TASK DIRECTIONS
I'd like the entries reproduced exactly, with all pictures omitted.

----------------------------------------

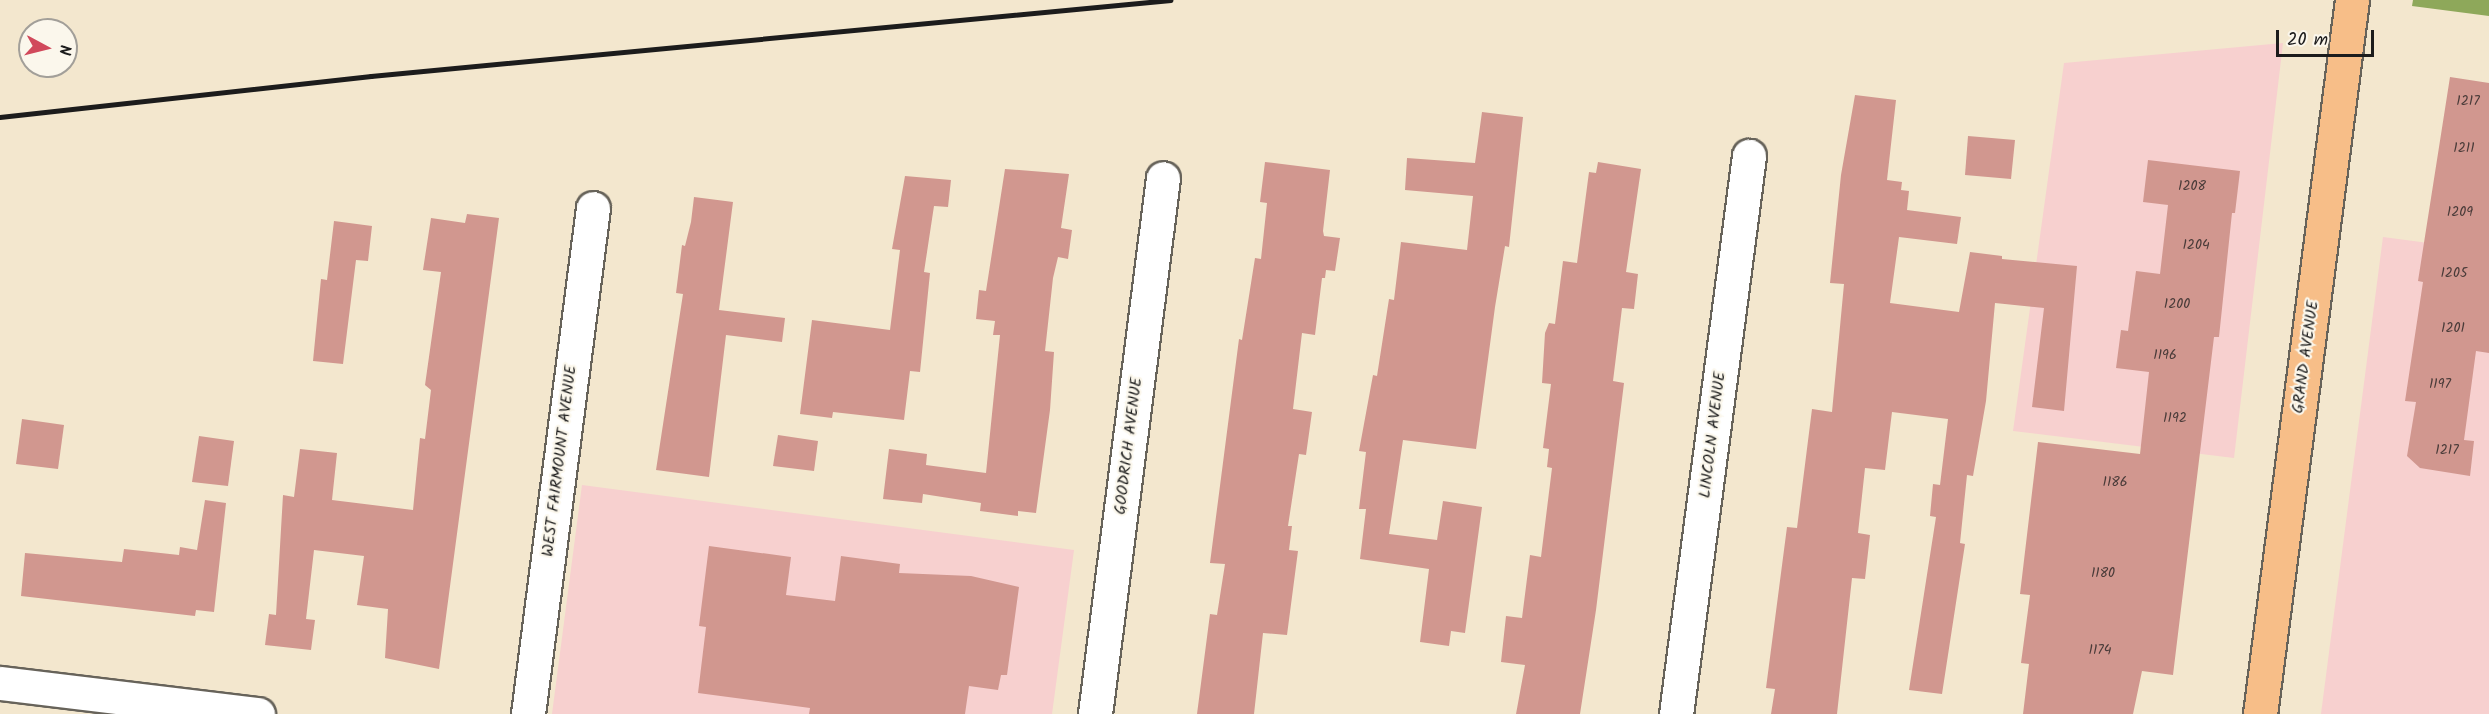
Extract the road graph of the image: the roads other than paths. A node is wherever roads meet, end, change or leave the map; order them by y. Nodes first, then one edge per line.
1 (2352, 2) edge
2 (1749, 156) dead end
3 (1163, 178) dead end
4 (592, 208) dead end
5 (0, 683) edge
6 (258, 714) edge
7 (528, 714) edge
8 (1095, 714) edge
9 (1676, 714) edge
10 (2260, 714) edge

1 - 10 main road, GRAND AVENUE
2 - 9 street, LINCOLN AVENUE
3 - 8 street, GOODRICH AVENUE
4 - 7 street, WEST FAIRMOUNT AVENUE
5 - 6 street

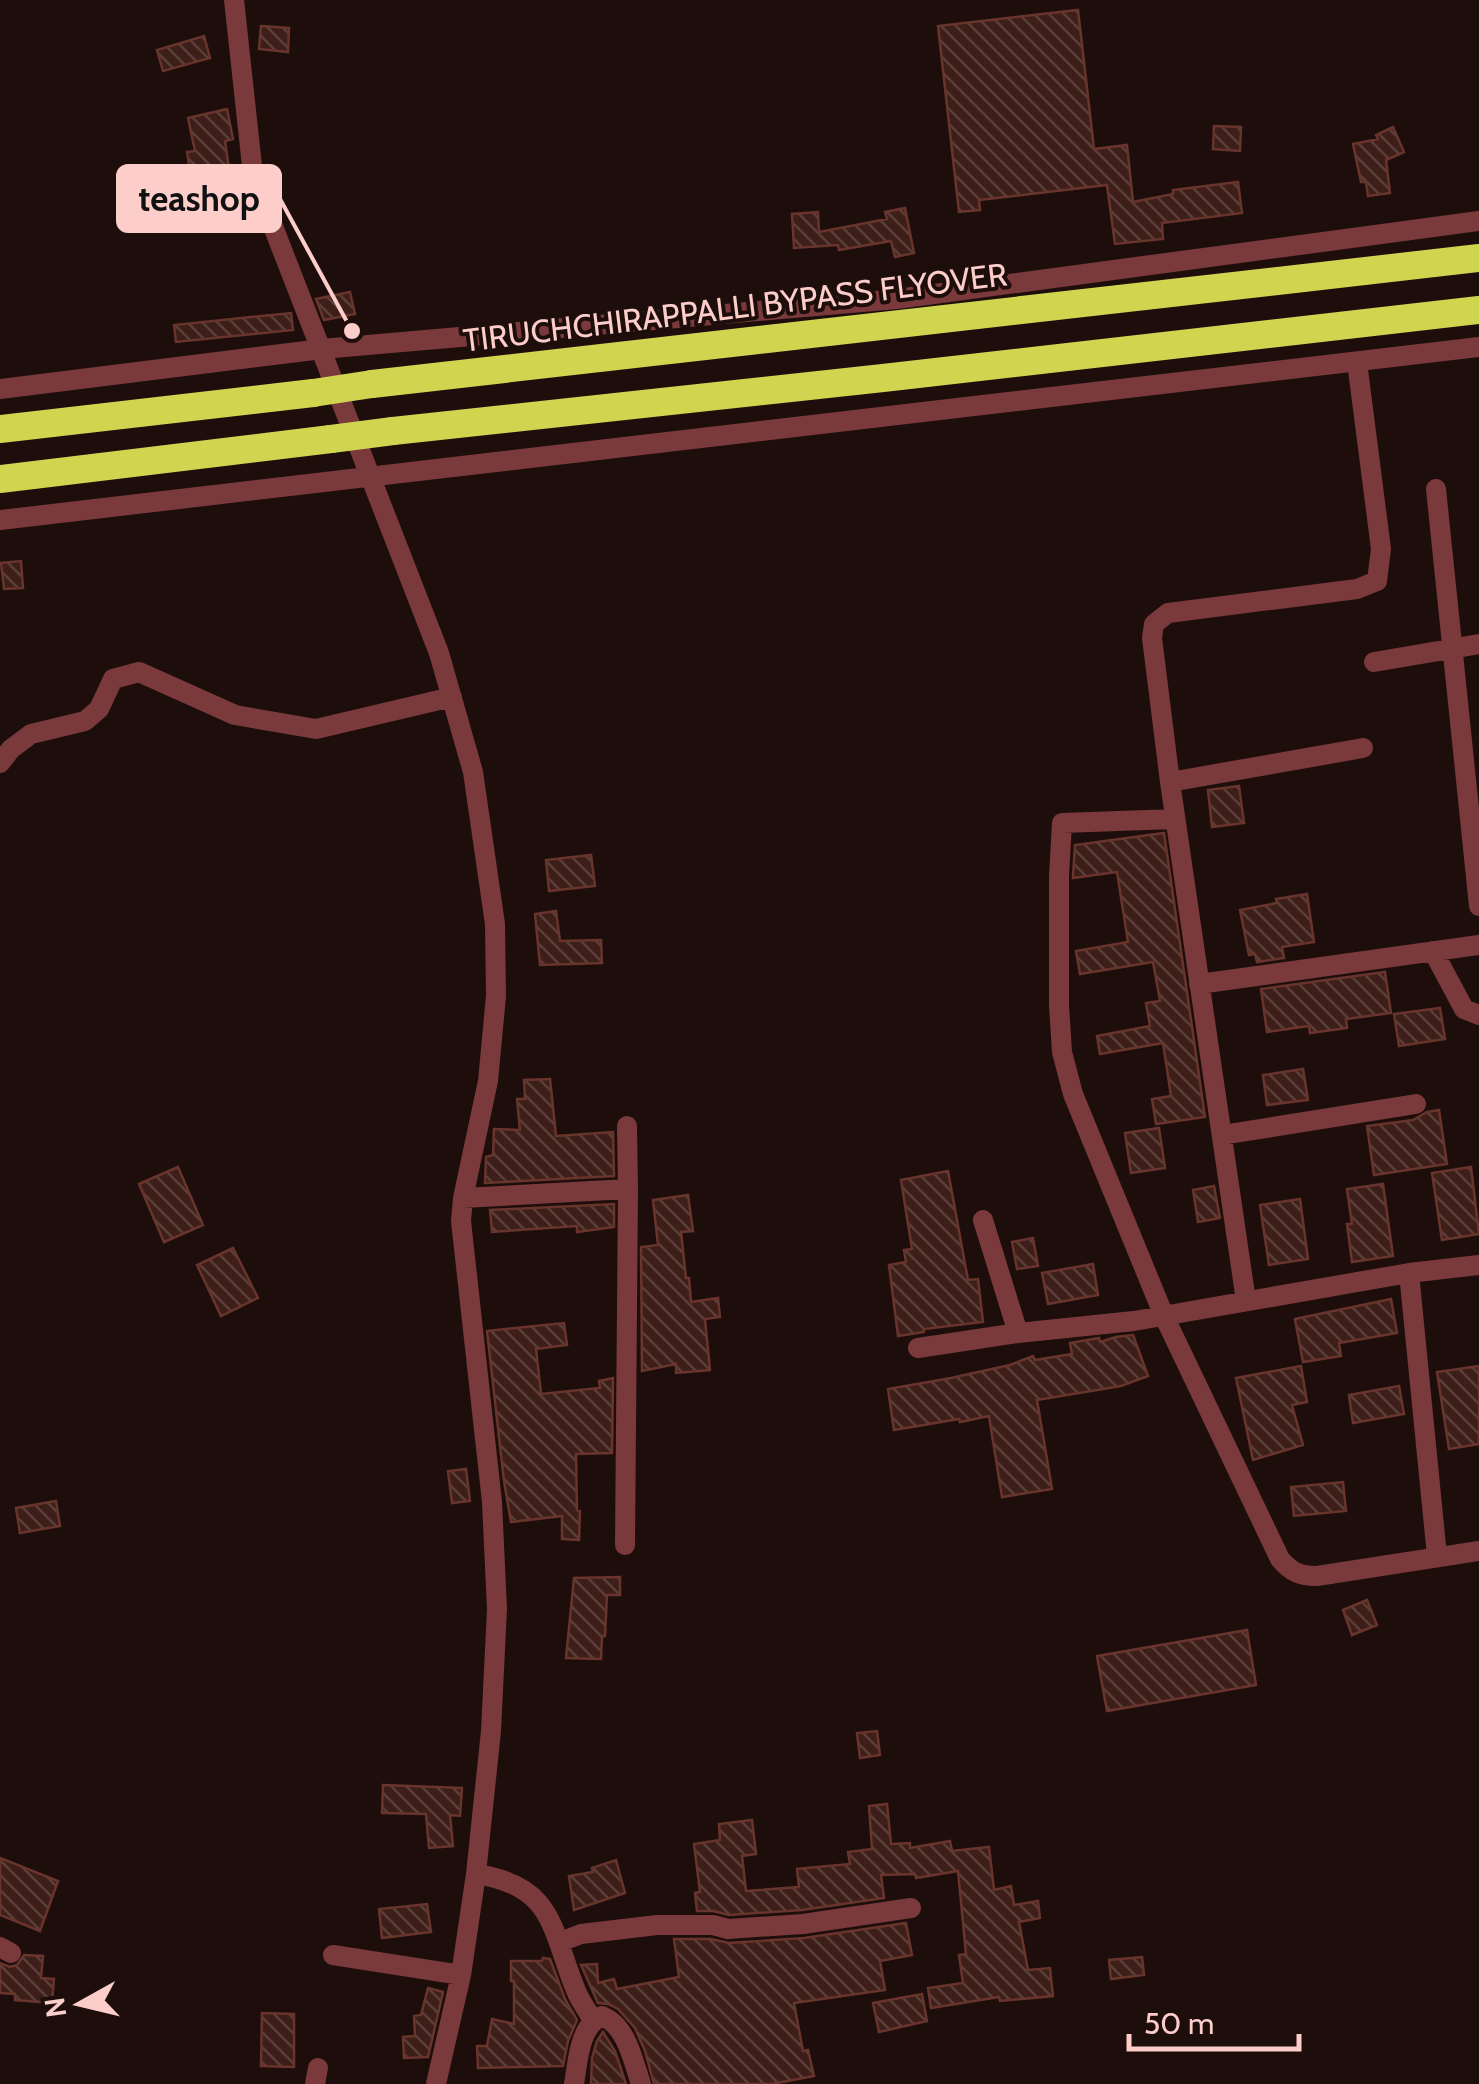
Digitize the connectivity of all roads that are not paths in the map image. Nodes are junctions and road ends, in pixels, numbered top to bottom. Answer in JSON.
{"nodes":[{"id":1,"x":234,"y":0,"type":"edge"},
{"id":2,"x":1479,"y":221,"type":"edge"},
{"id":3,"x":1479,"y":258,"type":"edge"},
{"id":4,"x":1479,"y":310,"type":"edge"},
{"id":5,"x":1479,"y":347,"type":"edge"},
{"id":6,"x":322,"y":350,"type":"junction"},
{"id":7,"x":1358,"y":362,"type":"junction"},
{"id":8,"x":0,"y":388,"type":"edge"},
{"id":9,"x":0,"y":429,"type":"edge"},
{"id":10,"x":371,"y":478,"type":"junction"},
{"id":11,"x":0,"y":479,"type":"edge"},
{"id":12,"x":1436,"y":489,"type":"dead end"},
{"id":13,"x":0,"y":520,"type":"edge"},
{"id":14,"x":1479,"y":644,"type":"edge"},
{"id":15,"x":1452,"y":649,"type":"junction"},
{"id":16,"x":1374,"y":662,"type":"dead end"},
{"id":17,"x":452,"y":697,"type":"junction"},
{"id":18,"x":1363,"y":748,"type":"dead end"},
{"id":19,"x":0,"y":763,"type":"edge"},
{"id":20,"x":1170,"y":782,"type":"junction"},
{"id":21,"x":1176,"y":820,"type":"junction"},
{"id":22,"x":1479,"y":906,"type":"edge"},
{"id":23,"x":1479,"y":945,"type":"edge"},
{"id":24,"x":1433,"y":952,"type":"junction"},
{"id":25,"x":1199,"y":984,"type":"junction"},
{"id":26,"x":1479,"y":1015,"type":"edge"},
{"id":27,"x":1416,"y":1104,"type":"dead end"},
{"id":28,"x":627,"y":1126,"type":"dead end"},
{"id":29,"x":1222,"y":1135,"type":"junction"},
{"id":30,"x":628,"y":1189,"type":"junction"},
{"id":31,"x":463,"y":1198,"type":"junction"},
{"id":32,"x":983,"y":1220,"type":"dead end"},
{"id":33,"x":1479,"y":1264,"type":"edge"},
{"id":34,"x":1409,"y":1273,"type":"junction"},
{"id":35,"x":1246,"y":1302,"type":"junction"},
{"id":36,"x":1164,"y":1316,"type":"junction"},
{"id":37,"x":1018,"y":1334,"type":"junction"},
{"id":38,"x":918,"y":1348,"type":"dead end"},
{"id":39,"x":625,"y":1545,"type":"dead end"},
{"id":40,"x":1479,"y":1551,"type":"edge"},
{"id":41,"x":1436,"y":1556,"type":"junction"},
{"id":42,"x":476,"y":1874,"type":"junction"},
{"id":43,"x":911,"y":1908,"type":"dead end"},
{"id":44,"x":560,"y":1942,"type":"junction"},
{"id":45,"x":334,"y":1956,"type":"dead end"},
{"id":46,"x":462,"y":1975,"type":"junction"},
{"id":47,"x":593,"y":2020,"type":"junction"},
{"id":48,"x":436,"y":2084,"type":"edge"},
{"id":49,"x":574,"y":2084,"type":"edge"},
{"id":50,"x":641,"y":2084,"type":"edge"}],
"edges":[{"from":1,"to":6,"type":"street"},
{"from":2,"to":6,"type":"street"},
{"from":3,"to":9,"type":"highway","name":"TIRUCHCHIRAPPALLI BYPASS FLYOVER","bridge":true},
{"from":4,"to":11,"type":"highway","bridge":true},
{"from":5,"to":7,"type":"street"},
{"from":6,"to":8,"type":"street"},
{"from":6,"to":10,"type":"street"},
{"from":7,"to":10,"type":"street"},
{"from":7,"to":20,"type":"street"},
{"from":10,"to":13,"type":"street"},
{"from":10,"to":17,"type":"street"},
{"from":12,"to":15,"type":"street"},
{"from":14,"to":15,"type":"street"},
{"from":15,"to":16,"type":"street"},
{"from":15,"to":22,"type":"street"},
{"from":17,"to":19,"type":"street"},
{"from":17,"to":31,"type":"street"},
{"from":18,"to":20,"type":"street"},
{"from":20,"to":21,"type":"street"},
{"from":21,"to":25,"type":"street"},
{"from":21,"to":36,"type":"street"},
{"from":23,"to":24,"type":"street"},
{"from":24,"to":25,"type":"street"},
{"from":24,"to":26,"type":"street"},
{"from":25,"to":29,"type":"street"},
{"from":27,"to":29,"type":"street"},
{"from":28,"to":30,"type":"street"},
{"from":29,"to":35,"type":"street"},
{"from":30,"to":31,"type":"street"},
{"from":30,"to":39,"type":"street"},
{"from":31,"to":42,"type":"street"},
{"from":32,"to":37,"type":"street"},
{"from":33,"to":34,"type":"street"},
{"from":34,"to":35,"type":"street"},
{"from":34,"to":41,"type":"street"},
{"from":35,"to":36,"type":"street"},
{"from":36,"to":37,"type":"street"},
{"from":36,"to":41,"type":"street"},
{"from":37,"to":38,"type":"street"},
{"from":40,"to":41,"type":"street"},
{"from":42,"to":44,"type":"street"},
{"from":42,"to":46,"type":"street"},
{"from":43,"to":44,"type":"street"},
{"from":44,"to":47,"type":"street"},
{"from":45,"to":46,"type":"street"},
{"from":46,"to":48,"type":"street"},
{"from":47,"to":49,"type":"street"},
{"from":47,"to":50,"type":"street"}]}
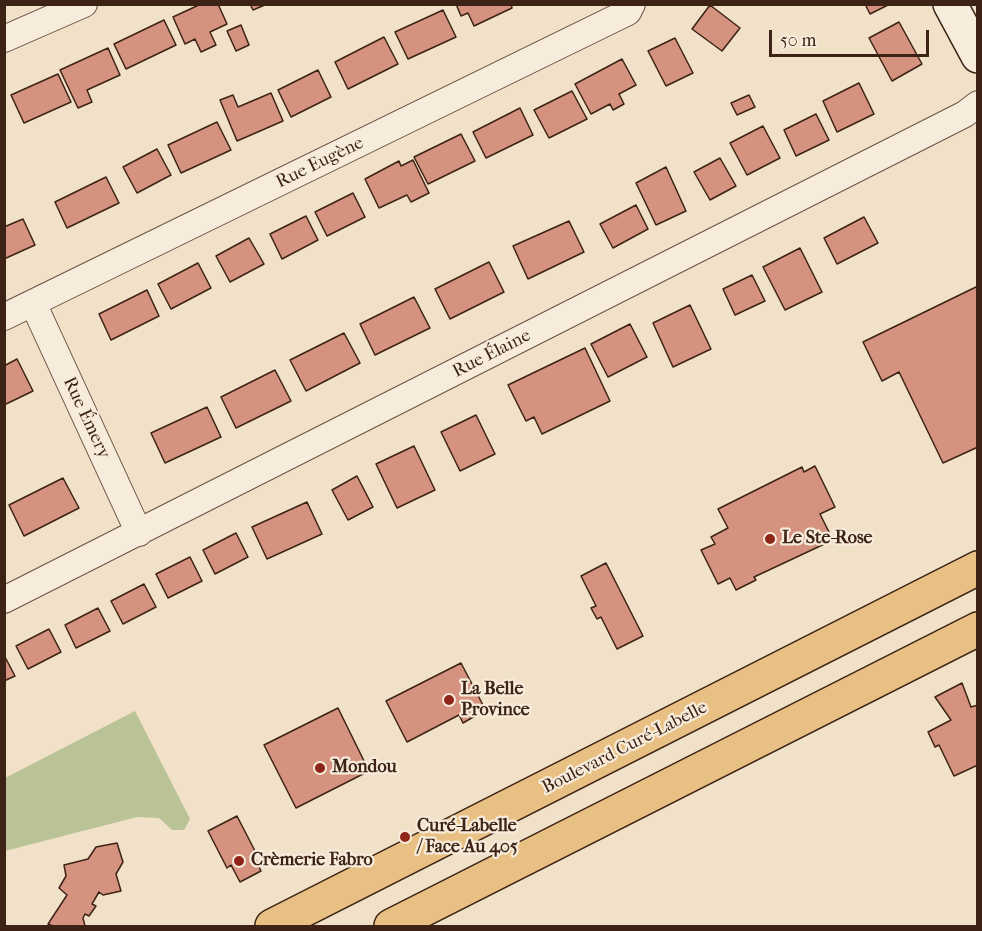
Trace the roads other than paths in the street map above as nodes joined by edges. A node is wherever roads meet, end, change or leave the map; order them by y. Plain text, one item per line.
1 (84, 4) edge
2 (632, 4) edge
3 (950, 4) edge
4 (4, 39) edge
5 (978, 56) edge
6 (978, 104) edge
7 (33, 303) junction
8 (4, 317) edge
9 (139, 533) junction
10 (978, 568) edge
11 (4, 600) edge
12 (978, 629) edge
13 (272, 927) edge
14 (391, 927) edge

1 - 4 street
2 - 7 street, Rue Eugène
3 - 5 main road
6 - 9 street, Rue Élaine
7 - 8 street, Rue Eugène
7 - 9 street, Rue Émery
9 - 11 street, Rue Élaine
10 - 13 main road, Boulevard Curé-Labelle
12 - 14 main road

----------------------------------------

OUTPUT OF THE EXERCISE
Extract the road graph of the image: the roads other than paths. A node is wherever roads meet, end, change or leave the map; order them by y. Nodes first, then one edge per line.
1 (2352, 2) edge
2 (1749, 156) dead end
3 (1163, 178) dead end
4 (592, 208) dead end
5 (0, 683) edge
6 (258, 714) edge
7 (528, 714) edge
8 (1095, 714) edge
9 (1676, 714) edge
10 (2260, 714) edge

1 - 10 main road, GRAND AVENUE
2 - 9 street, LINCOLN AVENUE
3 - 8 street, GOODRICH AVENUE
4 - 7 street, WEST FAIRMOUNT AVENUE
5 - 6 street

Digitize the connectivity of all roads that are not paths in the map image. Nodes are junctions and road ends, in pixels, numbered top to bottom. Answer in JSON.
{"nodes":[{"id":1,"x":234,"y":0,"type":"edge"},
{"id":2,"x":1479,"y":221,"type":"edge"},
{"id":3,"x":1479,"y":258,"type":"edge"},
{"id":4,"x":1479,"y":310,"type":"edge"},
{"id":5,"x":1479,"y":347,"type":"edge"},
{"id":6,"x":322,"y":350,"type":"junction"},
{"id":7,"x":1358,"y":362,"type":"junction"},
{"id":8,"x":0,"y":388,"type":"edge"},
{"id":9,"x":0,"y":429,"type":"edge"},
{"id":10,"x":371,"y":478,"type":"junction"},
{"id":11,"x":0,"y":479,"type":"edge"},
{"id":12,"x":1436,"y":489,"type":"dead end"},
{"id":13,"x":0,"y":520,"type":"edge"},
{"id":14,"x":1479,"y":644,"type":"edge"},
{"id":15,"x":1452,"y":649,"type":"junction"},
{"id":16,"x":1374,"y":662,"type":"dead end"},
{"id":17,"x":452,"y":697,"type":"junction"},
{"id":18,"x":1363,"y":748,"type":"dead end"},
{"id":19,"x":0,"y":763,"type":"edge"},
{"id":20,"x":1170,"y":782,"type":"junction"},
{"id":21,"x":1176,"y":820,"type":"junction"},
{"id":22,"x":1479,"y":906,"type":"edge"},
{"id":23,"x":1479,"y":945,"type":"edge"},
{"id":24,"x":1433,"y":952,"type":"junction"},
{"id":25,"x":1199,"y":984,"type":"junction"},
{"id":26,"x":1479,"y":1015,"type":"edge"},
{"id":27,"x":1416,"y":1104,"type":"dead end"},
{"id":28,"x":627,"y":1126,"type":"dead end"},
{"id":29,"x":1222,"y":1135,"type":"junction"},
{"id":30,"x":628,"y":1189,"type":"junction"},
{"id":31,"x":463,"y":1198,"type":"junction"},
{"id":32,"x":983,"y":1220,"type":"dead end"},
{"id":33,"x":1479,"y":1264,"type":"edge"},
{"id":34,"x":1409,"y":1273,"type":"junction"},
{"id":35,"x":1246,"y":1302,"type":"junction"},
{"id":36,"x":1164,"y":1316,"type":"junction"},
{"id":37,"x":1018,"y":1334,"type":"junction"},
{"id":38,"x":918,"y":1348,"type":"dead end"},
{"id":39,"x":625,"y":1545,"type":"dead end"},
{"id":40,"x":1479,"y":1551,"type":"edge"},
{"id":41,"x":1436,"y":1556,"type":"junction"},
{"id":42,"x":476,"y":1874,"type":"junction"},
{"id":43,"x":911,"y":1908,"type":"dead end"},
{"id":44,"x":560,"y":1942,"type":"junction"},
{"id":45,"x":334,"y":1956,"type":"dead end"},
{"id":46,"x":462,"y":1975,"type":"junction"},
{"id":47,"x":593,"y":2020,"type":"junction"},
{"id":48,"x":436,"y":2084,"type":"edge"},
{"id":49,"x":574,"y":2084,"type":"edge"},
{"id":50,"x":641,"y":2084,"type":"edge"}],
"edges":[{"from":1,"to":6,"type":"street"},
{"from":2,"to":6,"type":"street"},
{"from":3,"to":9,"type":"highway","name":"TIRUCHCHIRAPPALLI BYPASS FLYOVER","bridge":true},
{"from":4,"to":11,"type":"highway","bridge":true},
{"from":5,"to":7,"type":"street"},
{"from":6,"to":8,"type":"street"},
{"from":6,"to":10,"type":"street"},
{"from":7,"to":10,"type":"street"},
{"from":7,"to":20,"type":"street"},
{"from":10,"to":13,"type":"street"},
{"from":10,"to":17,"type":"street"},
{"from":12,"to":15,"type":"street"},
{"from":14,"to":15,"type":"street"},
{"from":15,"to":16,"type":"street"},
{"from":15,"to":22,"type":"street"},
{"from":17,"to":19,"type":"street"},
{"from":17,"to":31,"type":"street"},
{"from":18,"to":20,"type":"street"},
{"from":20,"to":21,"type":"street"},
{"from":21,"to":25,"type":"street"},
{"from":21,"to":36,"type":"street"},
{"from":23,"to":24,"type":"street"},
{"from":24,"to":25,"type":"street"},
{"from":24,"to":26,"type":"street"},
{"from":25,"to":29,"type":"street"},
{"from":27,"to":29,"type":"street"},
{"from":28,"to":30,"type":"street"},
{"from":29,"to":35,"type":"street"},
{"from":30,"to":31,"type":"street"},
{"from":30,"to":39,"type":"street"},
{"from":31,"to":42,"type":"street"},
{"from":32,"to":37,"type":"street"},
{"from":33,"to":34,"type":"street"},
{"from":34,"to":35,"type":"street"},
{"from":34,"to":41,"type":"street"},
{"from":35,"to":36,"type":"street"},
{"from":36,"to":37,"type":"street"},
{"from":36,"to":41,"type":"street"},
{"from":37,"to":38,"type":"street"},
{"from":40,"to":41,"type":"street"},
{"from":42,"to":44,"type":"street"},
{"from":42,"to":46,"type":"street"},
{"from":43,"to":44,"type":"street"},
{"from":44,"to":47,"type":"street"},
{"from":45,"to":46,"type":"street"},
{"from":46,"to":48,"type":"street"},
{"from":47,"to":49,"type":"street"},
{"from":47,"to":50,"type":"street"}]}
Trace the roads other than paths in the street map above as nodes joined by edges. A node is wherever roads meet, end, change or leave the map; order them by y. Plain text, one item per line.
1 (84, 4) edge
2 (632, 4) edge
3 (950, 4) edge
4 (4, 39) edge
5 (978, 56) edge
6 (978, 104) edge
7 (33, 303) junction
8 (4, 317) edge
9 (139, 533) junction
10 (978, 568) edge
11 (4, 600) edge
12 (978, 629) edge
13 (272, 927) edge
14 (391, 927) edge

1 - 4 street
2 - 7 street, Rue Eugène
3 - 5 main road
6 - 9 street, Rue Élaine
7 - 8 street, Rue Eugène
7 - 9 street, Rue Émery
9 - 11 street, Rue Élaine
10 - 13 main road, Boulevard Curé-Labelle
12 - 14 main road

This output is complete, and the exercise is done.